[RFC] control-c handling on Windows...

Joel Brobecker brobecker@adacore.com
Thu May 8 09:46:00 GMT 2008


Hello,

We noticed the following anomaly when trying to interrupt the inferior
with a control-c event:

(gdb) run
Starting program: C:\[...]/always.exe
[New thread 6772.0xadc]
Hello world: 1
Hello world: 2
[New thread 6772.0x13fc]
[Switching to thread 6772.0x13fc]
Quit (expect signal SIGINT when the program is resumed)
(gdb)

The debugger stopped but doesn't show the usual "Program received
SIGINT [...]" message. It almost looks like the debugger stopped
because of the new thread.

Also, the "Quit (expect signal SIGINT when the program is resumed)"
message is indeed right. When I do a "continue", I immediately get
the SIGINT:

    (gdb) c
    Continuing.
    Hello world: 3
    Program received signal SIGINT, Interrupt.
    0x7c87534d in KERNEL32!GetConsoleCharType ()
       from C:\WINDOWS\system32\kernel32.dll
    (gdb)

In fact, what happened was that GDB received a SIGINT event,
and as such set the quit_flag.
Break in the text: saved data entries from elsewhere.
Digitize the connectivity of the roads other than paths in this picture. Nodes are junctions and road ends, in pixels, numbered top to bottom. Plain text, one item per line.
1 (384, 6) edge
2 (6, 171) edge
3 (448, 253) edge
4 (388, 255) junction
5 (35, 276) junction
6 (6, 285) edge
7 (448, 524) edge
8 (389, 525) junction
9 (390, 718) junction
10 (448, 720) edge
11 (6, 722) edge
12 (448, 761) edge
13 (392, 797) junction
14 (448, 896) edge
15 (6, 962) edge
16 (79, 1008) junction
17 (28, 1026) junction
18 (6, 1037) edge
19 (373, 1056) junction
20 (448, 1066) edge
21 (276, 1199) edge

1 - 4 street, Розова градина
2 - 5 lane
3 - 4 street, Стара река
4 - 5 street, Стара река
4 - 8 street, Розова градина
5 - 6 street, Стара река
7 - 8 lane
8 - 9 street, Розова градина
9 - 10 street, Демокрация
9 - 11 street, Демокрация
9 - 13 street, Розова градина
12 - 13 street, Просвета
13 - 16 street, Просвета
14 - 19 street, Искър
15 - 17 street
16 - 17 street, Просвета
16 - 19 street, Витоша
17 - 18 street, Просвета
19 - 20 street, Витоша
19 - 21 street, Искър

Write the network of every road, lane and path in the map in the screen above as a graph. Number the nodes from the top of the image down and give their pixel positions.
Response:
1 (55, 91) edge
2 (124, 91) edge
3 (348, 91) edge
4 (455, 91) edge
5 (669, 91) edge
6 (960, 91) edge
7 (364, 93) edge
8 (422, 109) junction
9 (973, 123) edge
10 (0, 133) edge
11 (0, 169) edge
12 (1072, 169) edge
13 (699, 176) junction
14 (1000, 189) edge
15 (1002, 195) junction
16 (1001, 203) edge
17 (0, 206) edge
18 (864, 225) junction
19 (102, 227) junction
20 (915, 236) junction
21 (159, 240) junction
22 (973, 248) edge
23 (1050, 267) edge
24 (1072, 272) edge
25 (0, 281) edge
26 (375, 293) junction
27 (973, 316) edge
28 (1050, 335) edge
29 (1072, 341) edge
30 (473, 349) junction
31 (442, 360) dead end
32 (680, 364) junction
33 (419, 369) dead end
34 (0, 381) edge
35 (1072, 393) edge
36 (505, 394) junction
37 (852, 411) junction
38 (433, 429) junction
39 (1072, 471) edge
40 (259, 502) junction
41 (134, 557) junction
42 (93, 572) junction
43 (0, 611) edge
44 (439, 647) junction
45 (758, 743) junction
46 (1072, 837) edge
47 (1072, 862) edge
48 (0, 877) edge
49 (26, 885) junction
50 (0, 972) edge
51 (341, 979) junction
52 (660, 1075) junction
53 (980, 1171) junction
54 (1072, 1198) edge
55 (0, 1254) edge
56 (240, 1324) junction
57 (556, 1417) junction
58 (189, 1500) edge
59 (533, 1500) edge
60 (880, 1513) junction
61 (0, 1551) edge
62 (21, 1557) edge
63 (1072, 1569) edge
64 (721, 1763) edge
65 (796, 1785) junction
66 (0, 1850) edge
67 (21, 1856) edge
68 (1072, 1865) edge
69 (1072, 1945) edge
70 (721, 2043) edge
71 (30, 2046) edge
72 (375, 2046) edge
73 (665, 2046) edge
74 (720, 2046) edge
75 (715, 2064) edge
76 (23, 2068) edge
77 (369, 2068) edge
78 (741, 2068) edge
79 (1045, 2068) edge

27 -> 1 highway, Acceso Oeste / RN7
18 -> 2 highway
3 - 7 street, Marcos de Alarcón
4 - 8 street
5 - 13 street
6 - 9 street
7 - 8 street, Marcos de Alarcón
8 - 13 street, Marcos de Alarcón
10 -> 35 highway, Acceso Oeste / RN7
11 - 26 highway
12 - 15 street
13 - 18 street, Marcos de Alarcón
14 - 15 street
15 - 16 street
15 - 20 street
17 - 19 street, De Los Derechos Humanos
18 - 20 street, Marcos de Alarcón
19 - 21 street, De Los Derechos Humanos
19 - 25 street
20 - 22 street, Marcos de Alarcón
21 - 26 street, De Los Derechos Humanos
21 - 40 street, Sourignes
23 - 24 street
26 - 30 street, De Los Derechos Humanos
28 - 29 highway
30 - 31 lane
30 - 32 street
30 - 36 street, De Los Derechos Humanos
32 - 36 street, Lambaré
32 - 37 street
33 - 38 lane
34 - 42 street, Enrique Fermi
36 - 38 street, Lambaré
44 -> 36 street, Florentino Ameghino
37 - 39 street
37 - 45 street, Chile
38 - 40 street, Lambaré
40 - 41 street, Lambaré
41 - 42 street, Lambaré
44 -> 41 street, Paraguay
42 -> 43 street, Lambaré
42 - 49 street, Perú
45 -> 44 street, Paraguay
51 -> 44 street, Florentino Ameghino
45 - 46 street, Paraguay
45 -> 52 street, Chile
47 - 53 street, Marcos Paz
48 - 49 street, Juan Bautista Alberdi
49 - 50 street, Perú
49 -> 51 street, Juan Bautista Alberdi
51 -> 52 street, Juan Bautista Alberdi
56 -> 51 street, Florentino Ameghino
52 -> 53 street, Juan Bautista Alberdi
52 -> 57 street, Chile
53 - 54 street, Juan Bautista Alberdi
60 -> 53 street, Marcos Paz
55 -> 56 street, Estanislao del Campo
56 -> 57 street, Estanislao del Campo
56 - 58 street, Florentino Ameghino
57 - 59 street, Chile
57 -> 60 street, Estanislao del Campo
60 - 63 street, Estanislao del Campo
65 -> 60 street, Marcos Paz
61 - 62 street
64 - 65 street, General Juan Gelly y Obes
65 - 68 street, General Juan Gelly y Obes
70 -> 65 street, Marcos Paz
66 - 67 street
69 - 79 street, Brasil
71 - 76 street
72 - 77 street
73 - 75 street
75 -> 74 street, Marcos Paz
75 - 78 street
At the same time, the inferior
received the control-c event as well, and therefore created
a new thread to handle it. That new thread generated an event
intercepted by GDB; after GDB updated its thread list, it tried
to resume the execution. However, there is a QUIT at the very
beginning of resume which, because of quit_flag being set,
aborted the resume action. This is why GDB stopped the first
time instead of resuming until we get the control-c exception
event.

I think this is happening because of a change that was made a year
ago which adds a call to target_terminal_ours at the beginning of
win32_wait().  As a result, the SIGINT handler gets reactivated while
the inferior is running.  This change was made because TUI apparently
does some output while the terminal process group is set to the inferior
process.

For now, the attached patch seems to work around the issue, but
I'm a little suspicious of grabing the terminal while we're waiting
for an event. (I will add more comment in my patch when the situation
is a little clarified).

Opinions? For reference, the target_terminal_ours patch is:

        * win32-nat.c (win32_wait): Reset terminal pgrp to GDB.
        (do_initial_win32_stuff): Call terminal_init_inferior_with_pgrp
        instead of target_terminal_init since inferior_ptid isn't set yet.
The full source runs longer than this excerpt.